Shanghai bans 'mixed-breed' dogs following Rottweiler's attack on Japanese woman
Pet dogs can no longer be registered as “mixed-breed” in Shanghai, police said on Wednesday. The move comes in the wake of an incident last month when a Rottweiler registered as such attacked a Japanese woman in the street.
Previously, dogs identified as “mixed breed” could be kept as pets. However, dogs deemed fierce or from fierce breeds are banned. This led to an anomaly in the pet registration system.
Police said the decision to remove “mixed-breed” from dog registration came from the agriculture and rural affairs commission. The commission is responsible for supervising the issue of vaccination certificates, one of the prerequisites for a pet owner applying for a dog-raising certificate.

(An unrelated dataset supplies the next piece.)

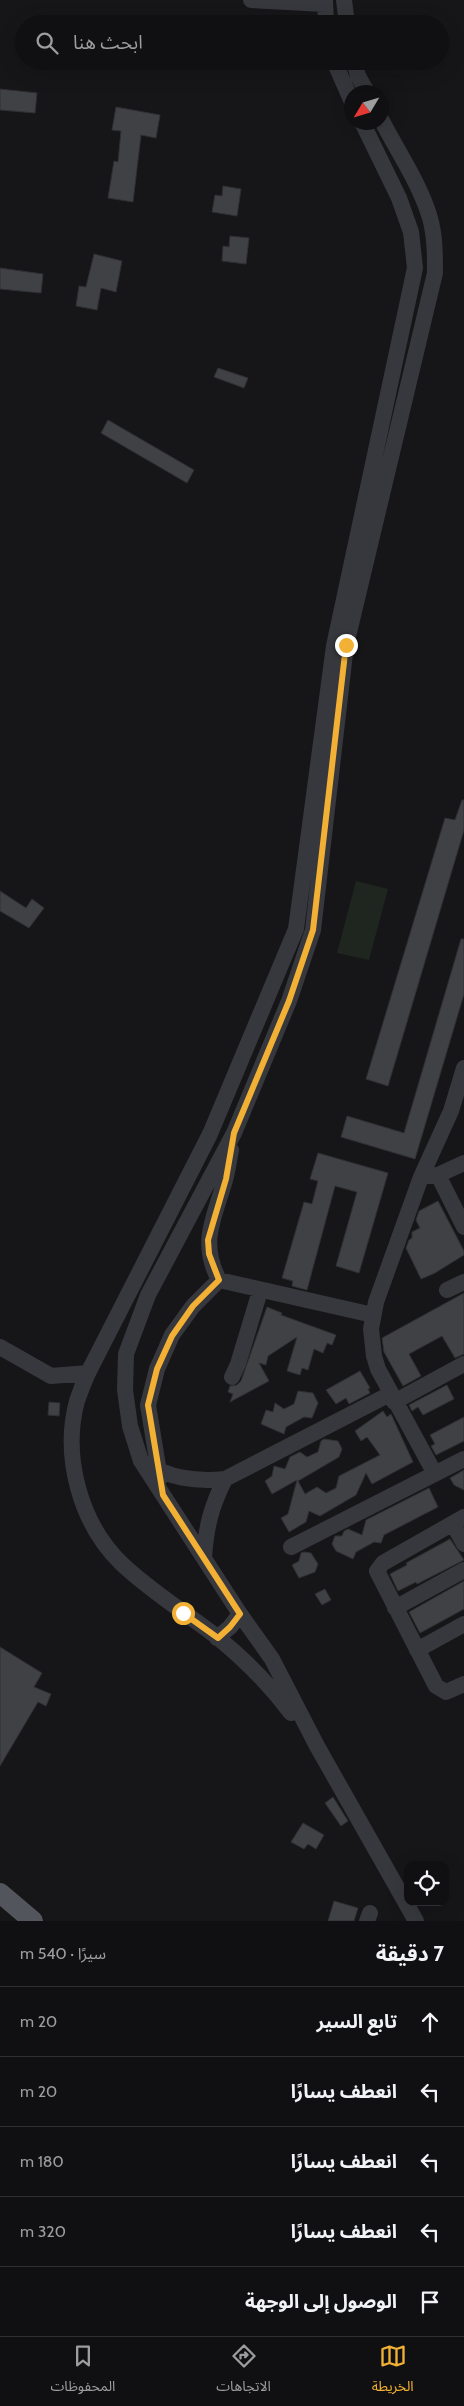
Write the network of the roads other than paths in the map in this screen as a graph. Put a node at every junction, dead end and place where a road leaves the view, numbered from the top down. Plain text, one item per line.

Police also said that from now all police stations will have an officer who exclusively deals with pet management issues.
They vowed to crack down on the illegal raising of fierce dogs. In a recent case, police said three suspects had been detained for allegedly running an illegal service that registered fierce dogs.
Among the suspects are a man surnamed Huang said to have advertised the service online and a man surnamed Gao who ran an unlicensed pet shop and issued vaccination certificates for fierce dogs. Another suspect is a man surnamed Pan who worked with the dog administration in Baoshan District.
Huang and Gao are alleged to have made over 60,000 yuan (US$8,500) from April to July from the illegal service.
All illegally obtained dog-raising certificates in the case have been annulled.
Shanghai police said they had issued about 135,000 dog-raising certificates so far this year and, together with residents’ committees and property management firms of residential complexes, have urged 33,900 people to register their pet dogs.
Over 12,000 unlicensed or stray dogs have been removed from ruins of former neighborhoods, abandoned grounds or buildings and under elevated roads from May.
Police said they will report pet vaccination services which enter false information of dog breeds to the agricultural commission and advise the commission to cancel violators’ authorization.
They also said they will be pushing for a revision of the current dog management regulations and that law breakers could face more severe punishment than currently.